In the dorsal spinal cord PRDM13 is required to produce the correct number of pax2+/GABAergic neurons [25]. Excitatory and inhibitory neurons of the dorsal spinal cord emerge from progenitor populations within the dorsal neural tube. Depending on the transcription factors that are expressed progenitors can become neurons in either class. To redirect cell fate such a transcription factor activates lineage specific gene expression of one lineage and represses the expression of genes in the alternate lineage. The inhibitory (GABAergic) lineage of neurons for example is specified by the homeodomain (HD) transcription factor Pax2. Pax2 and PRDM13 are required for the specification of inhibitory cell fate in the dorsal spinal cord and are direct downstream targets of Ptf1a. The excitatory (glutamatergic) lineage is specified by the HD factors Tlx1/3. PRDM13 actively represses excitatory cell fate by binding to regulatory sequences near Tlx1/Tlx3 genes, suppressing their expression. Ptf1a, a transcription activator induces factor Pax2 while suppressing the expression of Tlx1/3 which leads – through PRDM13- to an increase of inhibitory neurons at the expense of excitatory neurons. Adapted from Guo et al. [26] and Chang et al. [25]

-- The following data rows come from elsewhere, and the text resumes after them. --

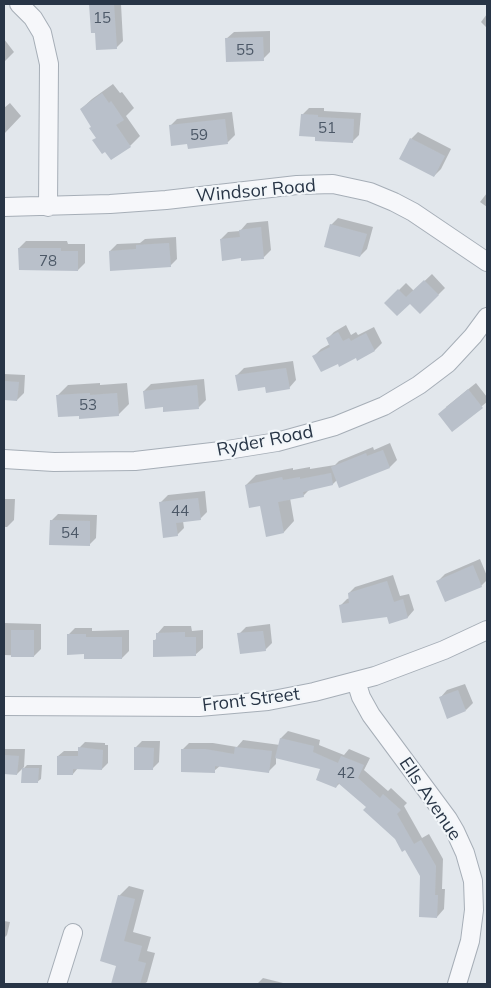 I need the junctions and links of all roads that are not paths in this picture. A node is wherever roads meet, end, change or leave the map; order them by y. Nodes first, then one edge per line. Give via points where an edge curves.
1 (19, 4) edge
2 (4, 207) edge
3 (48, 207) junction
4 (487, 262) edge
5 (487, 318) edge
6 (4, 459) edge
7 (487, 630) edge
8 (356, 681) junction
9 (4, 706) edge
10 (73, 933) dead end
11 (57, 984) edge
12 (457, 984) edge

1 - 3 street via 42,33 49,64
2 - 3 street, Windsor Road
3 - 4 street, Windsor Road via 157,201 333,184 370,192 394,202
5 - 6 street, Ryder Road via 448,363 419,385 384,406 335,426 277,442 135,461
7 - 8 street, Front Street via 409,664
8 - 9 street, Front Street via 276,700 231,706
8 - 12 street, Ells Avenue via 371,714 448,819 465,853 473,881 474,910 470,940
10 - 11 street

Based on these findings haploinsufficiency of all three genes POU3F2, GRIK2 and PRDM13 indicate a contribution of both deletions to our patient’s phenotype and suggest their functional interaction as part of a contiguous gene deletion syndrome. However, the specific contribution of PRDM13 to human disease phenotypes remains to be further elucidated.

Griswold et al. identified several novel candidate genes in molecular pathways or genetic networks implicated in autism aetiology in a large genome-wide SNP array in a European ancestry case–control data set [5]. ASD candidate genes and their functional interactions are tightly linked with general dysregulation of gene expression, disturbances of neuronal maturation and pattering and may be key in conferring susceptibility to autism spectrum conditions [27]. Multi-dimensional co-expression analysis of ASD candidate genes in the normal developing human brain suggests the heterogeneous set of ASD candidates to share transcriptional networks related to synapse formation and elimination, protein turnover, and mitochondrial function [28]. The majority of genes encompassed in deletion Nr.1 (Table 2), in particular FBXL4, CCNC, POU3F2, PRDM13 and COQ3, can be considered part of these networks [16, 17, 25, 26, 2931].

Conclusions

Recent research into gene interaction and networks in autism spectrum disorders and intellectual disability suggest that phenotype-related gene products are integral to neuronal development. It often remains difficult to draw firm conclusions as to the pathogenic contribution of each single CNV or mutation of these genes. However, we suggest that the two neighbouring deletions on 6q in our patient are likely to cause his ID/ASD phenotype since they harbour several genes implicated in different linked pathways of neuronal development and function.